■ WHAT IS REQUIRED
Drop the images, then output the listing exactly.

----------------

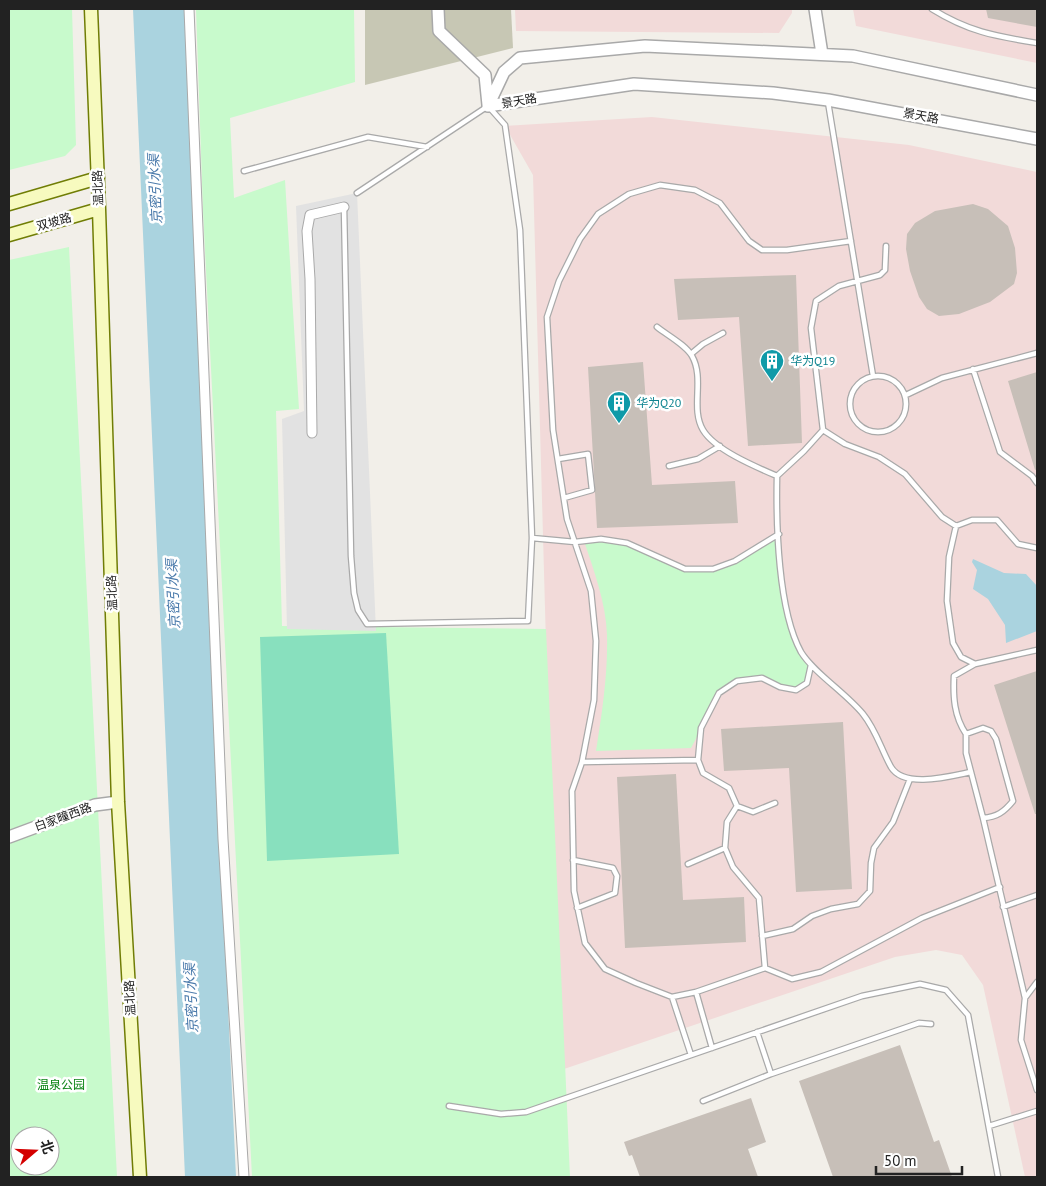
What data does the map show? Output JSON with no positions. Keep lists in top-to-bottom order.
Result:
{
  "streets": {
    "main road": ["温北路", "双坡路"],
    "street": ["景天路", "白家疃西路"]
  },
  "crossings": [
    ["温北路", "双坡路"],
    ["温北路", "白家疃西路"]
  ],
  "water": ["京密引水渠"],
  "parks": ["温泉公园"],
  "places": {
    "building": ["华为Q19", "华为Q20"]
  },
  "scale_bar": "50 m",
  "north": "right"
}
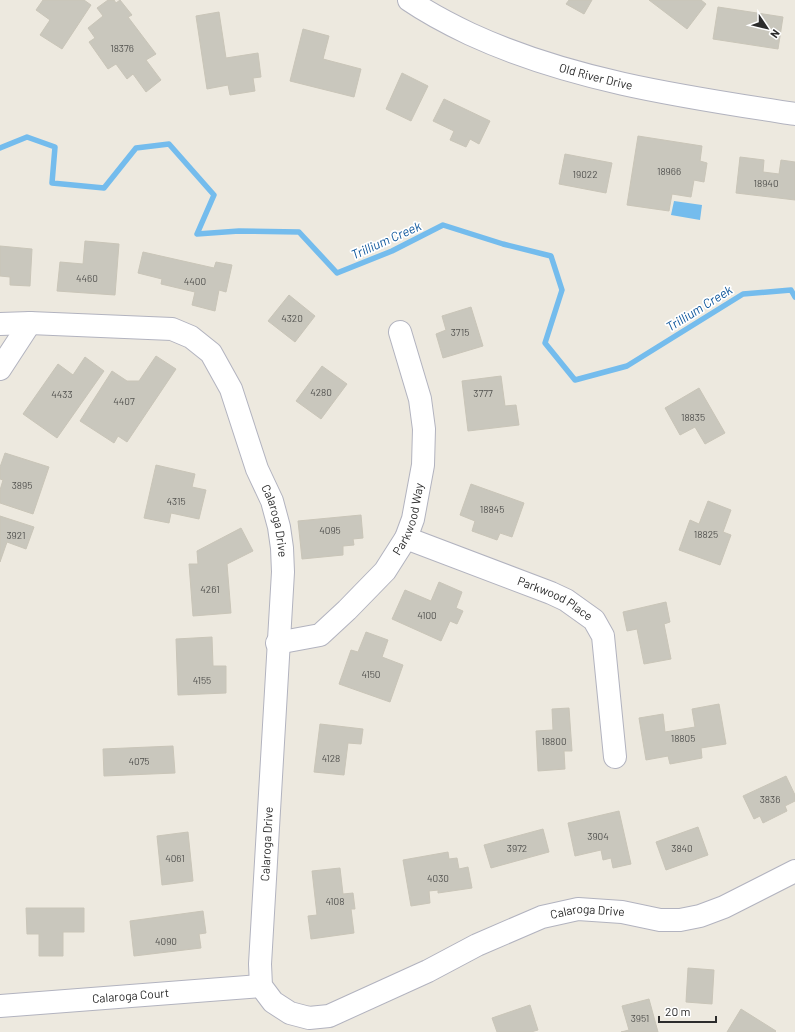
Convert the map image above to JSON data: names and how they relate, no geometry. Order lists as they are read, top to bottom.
{
  "streets": {
    "street": [
      "Old River Drive",
      "Parkwood Way",
      "Calaroga Drive",
      "Parkwood Place",
      "Calaroga Court"
    ]
  },
  "crossings": [
    ["Parkwood Way", "Calaroga Drive"],
    ["Parkwood Way", "Parkwood Place"],
    ["Calaroga Drive", "Calaroga Court"]
  ],
  "water": ["Trillium Creek"],
  "house_numbers": [
    "18376",
    "18966",
    "19022",
    "18940",
    "4460",
    "4400",
    "4320",
    "3715",
    "4280",
    "3777",
    "4433",
    "4407",
    "18835",
    "3895",
    "4315",
    "18845",
    "4095",
    "18825",
    "3921",
    "4261",
    "4100",
    "4150",
    "4155",
    "18805",
    "18800",
    "4128",
    "4075",
    "3836",
    "3904",
    "3972",
    "3840",
    "4061",
    "4030",
    "4108",
    "4090",
    "3951"
  ],
  "scale_bar": "20 m",
  "north": "bottom right"
}
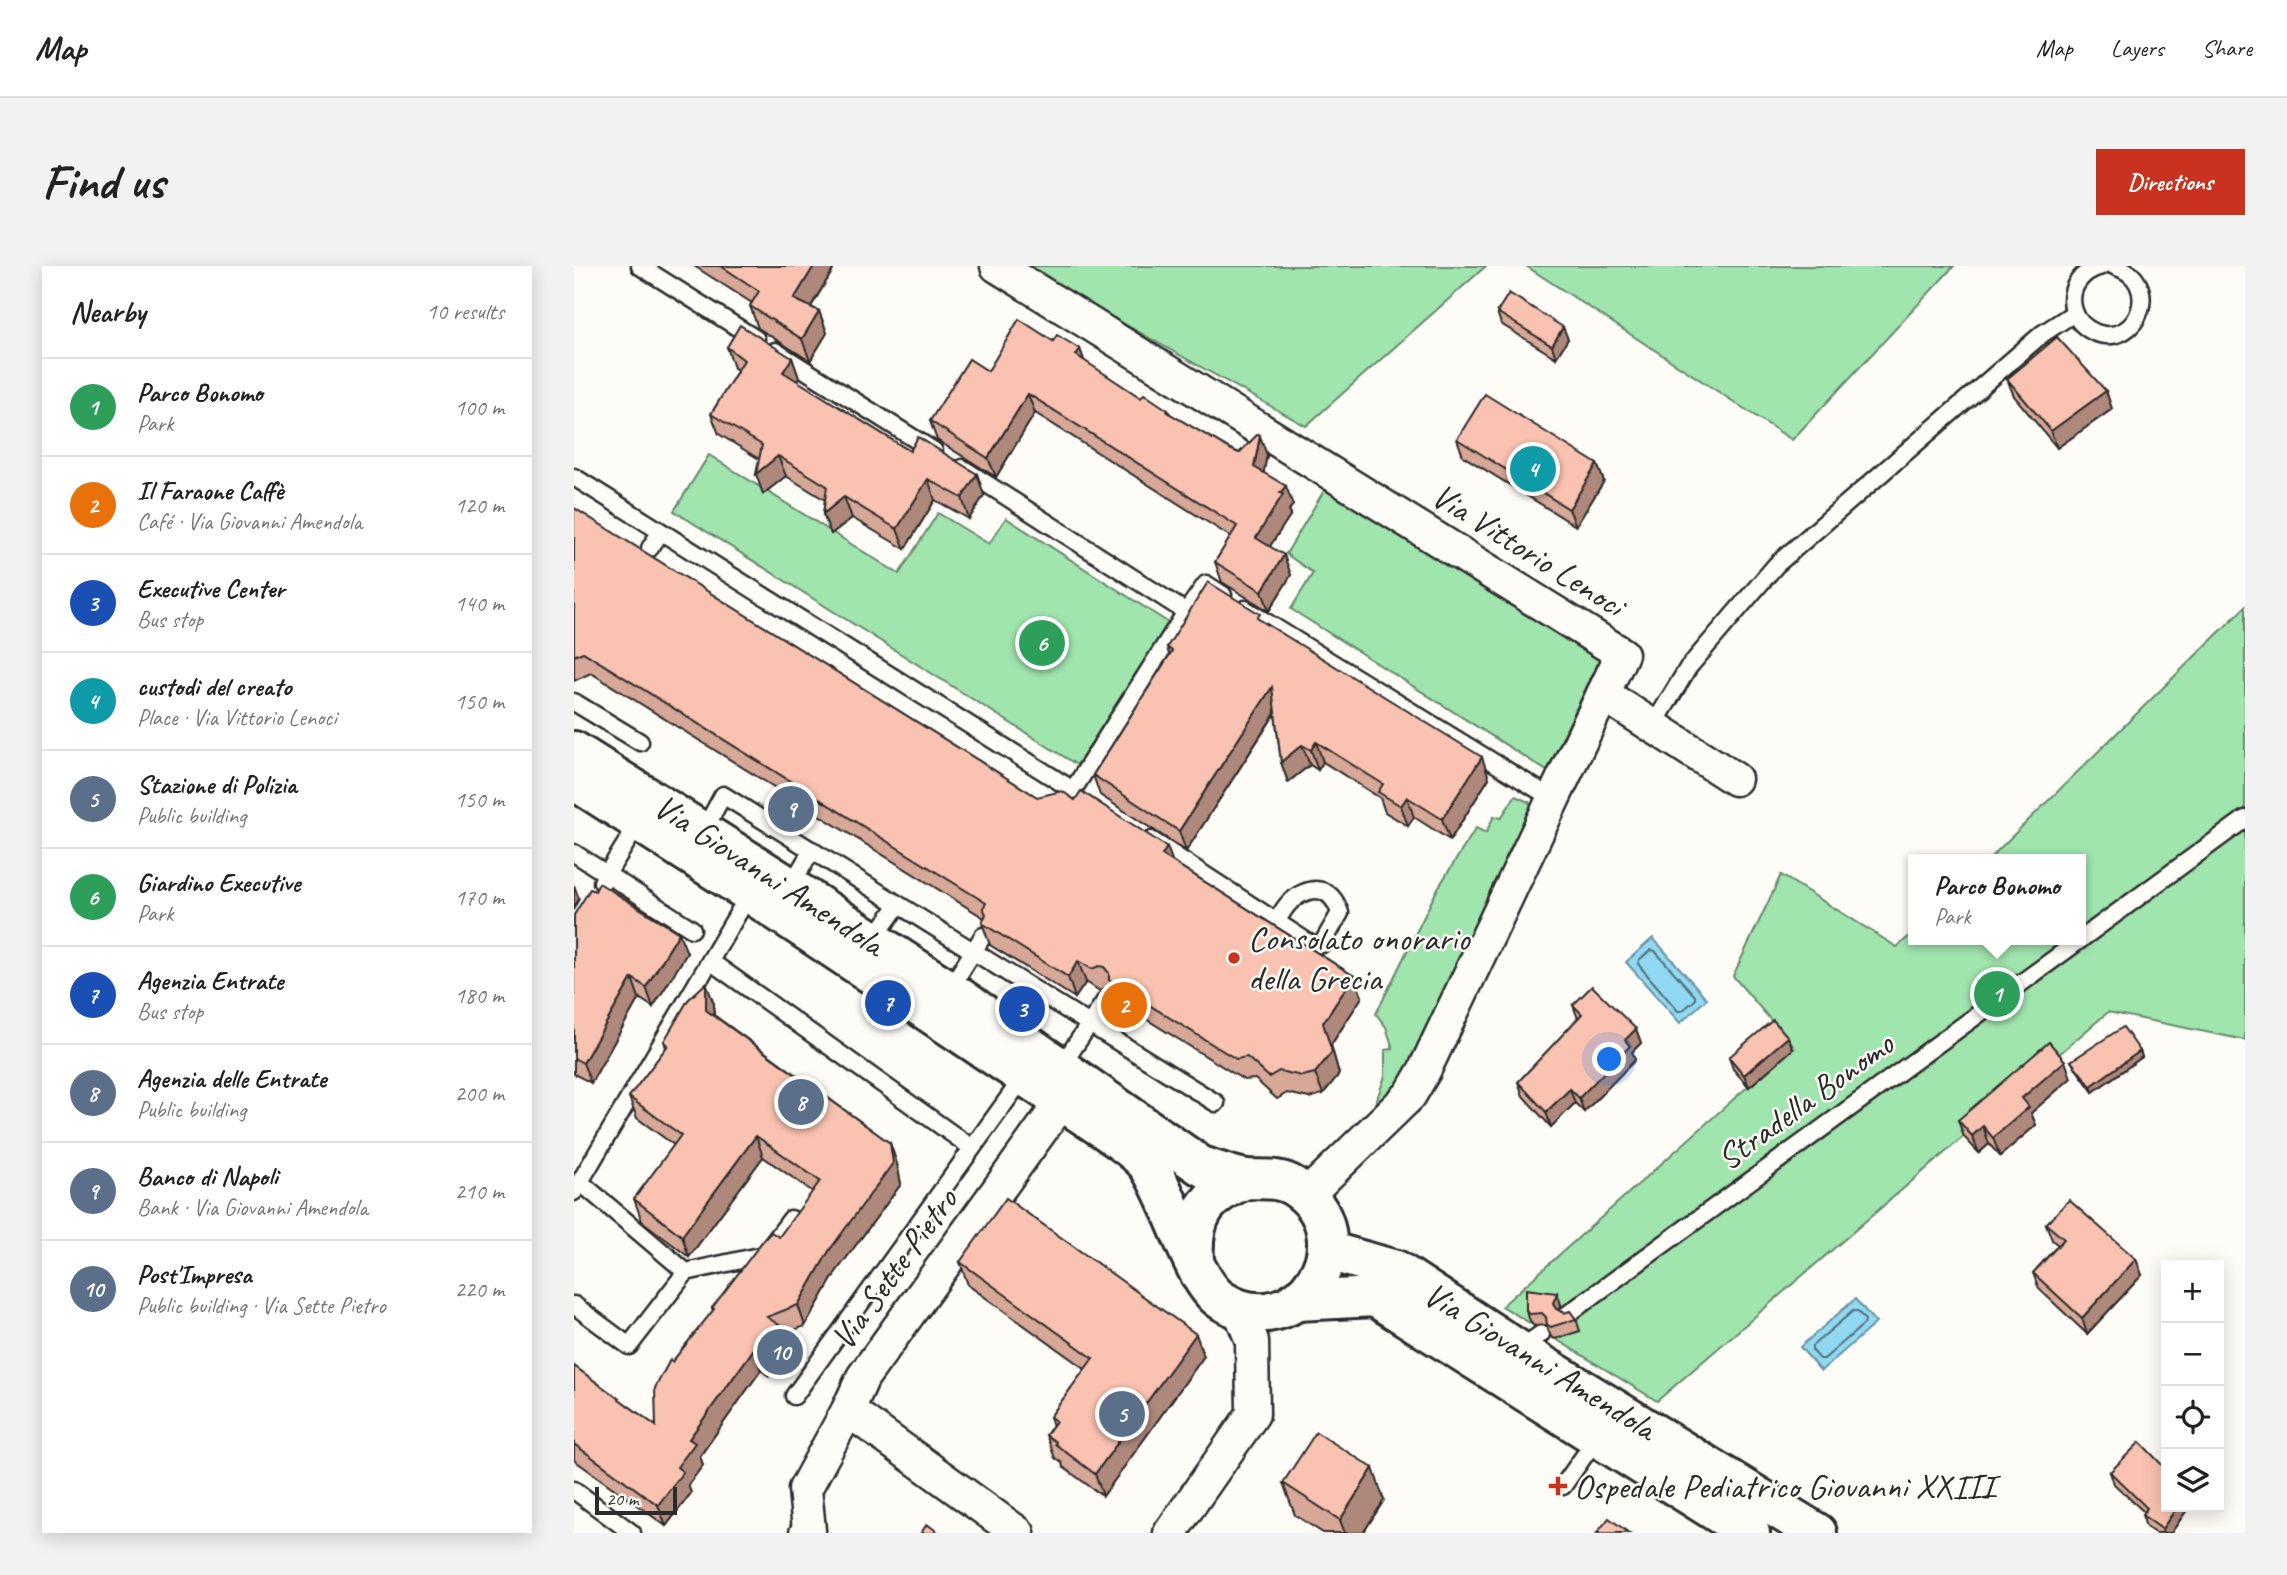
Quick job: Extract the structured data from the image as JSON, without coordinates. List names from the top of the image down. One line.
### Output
{"streets":{"main road":["Via Giovanni Amendola"],"street":["Via Vittorio Lenoci","Via Sette Pietro"],"lane":["Stradella Bonomo"]},"crossings":[["Via Vittorio Lenoci","Via Giovanni Amendola"],["Via Giovanni Amendola","Via Sette Pietro"]],"places":{"other":["Consolato onorario della Grecia"],"health":["Ospedale Pediatrico Giovanni XXIII"]},"scale_bar":"20 m","page":{"header":"Map","nav":["Map","Layers","Share"],"buttons":"Directions","title":"Find us","heading":["Nearby","10 results"],"list":[{"mark":"1","name":"Parco Bonomo","note":"Park","value":"100 m"},{"mark":"2","name":"Il Faraone Caffè","note":"Café · Via Giovanni Amendola","value":"120 m"},{"mark":"3","name":"Executive Center","note":"Bus stop","value":"140 m"},{"mark":"4","name":"custodi del creato","note":"Place · Via Vittorio Lenoci","value":"150 m"},{"mark":"5","name":"Stazione di Polizia","note":"Public building","value":"150 m"},{"mark":"6","name":"Giardino Executive","note":"Park","value":"170 m"},{"mark":"7","name":"Agenzia Entrate","note":"Bus stop","value":"180 m"},{"mark":"8","name":"Agenzia delle Entrate","note":"Public building","value":"200 m"},{"mark":"9","name":"Banco di Napoli","note":"Bank · Via Giovanni Amendola","value":"210 m"},{"mark":"10","name":"Post'Impresa","note":"Public building · Via Sette Pietro","value":"220 m"}],"pins":["4","6","9","1","7","2","3","8","10","5"],"popup":["Parco Bonomo","Park"],"map_buttons":["+","−"],"scale":"20 m"}}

----------------

■ YOUR SOLUTION
What data does the map show? Output JSON with no positions. Keep lists in top-to-bottom order.
Result:
{
  "streets": {
    "main road": ["温北路", "双坡路"],
    "street": ["景天路", "白家疃西路"]
  },
  "crossings": [
    ["温北路", "双坡路"],
    ["温北路", "白家疃西路"]
  ],
  "water": ["京密引水渠"],
  "parks": ["温泉公园"],
  "places": {
    "building": ["华为Q19", "华为Q20"]
  },
  "scale_bar": "50 m",
  "north": "right"
}
Convert the map image above to JSON data: names and how they relate, no geometry. Order lists as they are read, top to bottom.
{
  "streets": {
    "street": [
      "Old River Drive",
      "Parkwood Way",
      "Calaroga Drive",
      "Parkwood Place",
      "Calaroga Court"
    ]
  },
  "crossings": [
    ["Parkwood Way", "Calaroga Drive"],
    ["Parkwood Way", "Parkwood Place"],
    ["Calaroga Drive", "Calaroga Court"]
  ],
  "water": ["Trillium Creek"],
  "house_numbers": [
    "18376",
    "18966",
    "19022",
    "18940",
    "4460",
    "4400",
    "4320",
    "3715",
    "4280",
    "3777",
    "4433",
    "4407",
    "18835",
    "3895",
    "4315",
    "18845",
    "4095",
    "18825",
    "3921",
    "4261",
    "4100",
    "4150",
    "4155",
    "18805",
    "18800",
    "4128",
    "4075",
    "3836",
    "3904",
    "3972",
    "3840",
    "4061",
    "4030",
    "4108",
    "4090",
    "3951"
  ],
  "scale_bar": "20 m",
  "north": "bottom right"
}
Quick job: Extract the structured data from the image as JSON, without coordinates. List names from the top of the image down. One line.
### Output
{"streets":{"main road":["Via Giovanni Amendola"],"street":["Via Vittorio Lenoci","Via Sette Pietro"],"lane":["Stradella Bonomo"]},"crossings":[["Via Vittorio Lenoci","Via Giovanni Amendola"],["Via Giovanni Amendola","Via Sette Pietro"]],"places":{"other":["Consolato onorario della Grecia"],"health":["Ospedale Pediatrico Giovanni XXIII"]},"scale_bar":"20 m","page":{"header":"Map","nav":["Map","Layers","Share"],"buttons":"Directions","title":"Find us","heading":["Nearby","10 results"],"list":[{"mark":"1","name":"Parco Bonomo","note":"Park","value":"100 m"},{"mark":"2","name":"Il Faraone Caffè","note":"Café · Via Giovanni Amendola","value":"120 m"},{"mark":"3","name":"Executive Center","note":"Bus stop","value":"140 m"},{"mark":"4","name":"custodi del creato","note":"Place · Via Vittorio Lenoci","value":"150 m"},{"mark":"5","name":"Stazione di Polizia","note":"Public building","value":"150 m"},{"mark":"6","name":"Giardino Executive","note":"Park","value":"170 m"},{"mark":"7","name":"Agenzia Entrate","note":"Bus stop","value":"180 m"},{"mark":"8","name":"Agenzia delle Entrate","note":"Public building","value":"200 m"},{"mark":"9","name":"Banco di Napoli","note":"Bank · Via Giovanni Amendola","value":"210 m"},{"mark":"10","name":"Post'Impresa","note":"Public building · Via Sette Pietro","value":"220 m"}],"pins":["4","6","9","1","7","2","3","8","10","5"],"popup":["Parco Bonomo","Park"],"map_buttons":["+","−"],"scale":"20 m"}}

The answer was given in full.